Miracle Fortress – Awoken From A Long Dream

Sampling, and manipulating sounds on your own is hugely important to your process. I know how much you like artists such as Burial and Stars of the Lid, but how influential is the process in good hip-hop to you? I keep thinking of J Dilla when it comes to your own flourishes, and layered explosion of sound.

I have been a fan of hip-hop music all my life. Since high school I fell deep into the Rza, Kool Keith, Dan the Automator, Jeru the Damaja, stuff from the nineties especially. Prince Paul I am a huge fan of, Gravediggaz is one of my favourite bands. And the other band I was in, Think About Life were more directly influenced by hip-hop, specifically Public Enemy. I have a really keen interest in what is called production now, but what I feel is the artform of creating a song, and balancing sounds. That takes me a lot of places, and hip-hop is one of them. I love Rough Draft, and Madlib as well. I feel like J Dilla was amazingly unique. His compression of lo-fidelity techniques – he sort of used those to create a textural signature, which is something I really admire.

That idea of a “textural signature” is something that is also synonymous with you.
Well, I really appreciate that, it’s very important to me.

You mentioned Think About Life, do you think you will work together again?
I don’t think so, I think we have run our course. We are all at different places in our lives, and they are not particularly keen on touring, and perhaps being in a band. And you know, I am not really sure that I want to be in a band either! I prefer working individually a lot more. Living with people on the road, and suffering the indignities of the road is hard. I find working on my own music is where my joy comes from. Mostly my touring as Miracle Fortress enables my studio time, and working on music more comfortably. I am not interested in becoming part of a gnarly rock band or anything [laughs].

Do you think that you have an hermetic temperament? That the deeper you go into production, you are increasingly more content with being on your own in the studio?
Yes, definitely. It is how I started making music as a teenager, I began in my parents office on their computer, learning how to make music on it, and electronic music-making, so it has always been my natural state. Collaboration is where I feel out of my element and more challenged, maybe.

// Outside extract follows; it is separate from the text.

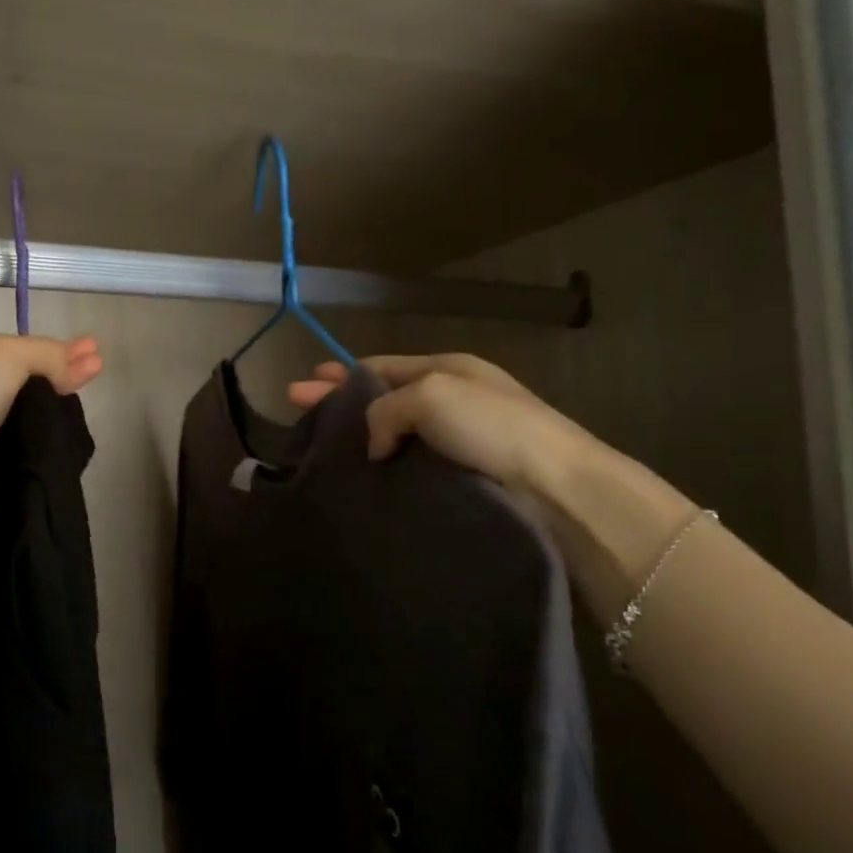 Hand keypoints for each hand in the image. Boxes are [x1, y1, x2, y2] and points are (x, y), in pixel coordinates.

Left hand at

How do you feel then about working in a producer capacity with other people, then?
I have made some attempts [laughs], but I haven’t quite figured it out yet. I have worked with some artists in town, here in Montreal, but oftentimes it is difficult to act as a producer for a young fledgling band who have an idea of what they want to sound like, and pretty quickly the situation can deteriorate, and you basically just end up documenting what they are doing, and that isn’t my interest at all, as there are more technically gifted and proficient recording engineers out there in the world. So I have to find a good situation, I would have to find an artist who is really interested in having my take on their songs and being open to it, and appreciate how my music sounded and thought it could help their songwriting.

How has your live rendering of this record been so far?
It has been much more successful than the Five Roses attempt, at how we tried to translate that record, The reason I am enjoying it more now is that I am mainly playing solo, except for a drummer, as there are more drums on this record. But for the most part I am trying to stick very closely to how the records sound, and trying to recreate most of my process by using sampling and looping techniques live, and have that be more of the performance than trying to teach a band how to sound like my songwriting ideas do in the studio, as it is kind of impossible. I am embracing it a lot more. Just the notion that I am playing, I know how much of a role it plays in being an artist, and I have come to understand that, and am keeping the live environment in mind when I am writing in some way. It’s not a negative thing at all, it has allowed me to focus a little more on another aspect of how the music is going to be heard.

What changes in the process?
I don’t perform, for example, the instrumental sections of the album live. Those are things that exist in a plutonic state of being recorded. I suppose it helps direct the process, for example, that I should write something in a key that I can actually sing [laughs] or will basically translate and not be in conflict with itself. Helpful guidelines emerge.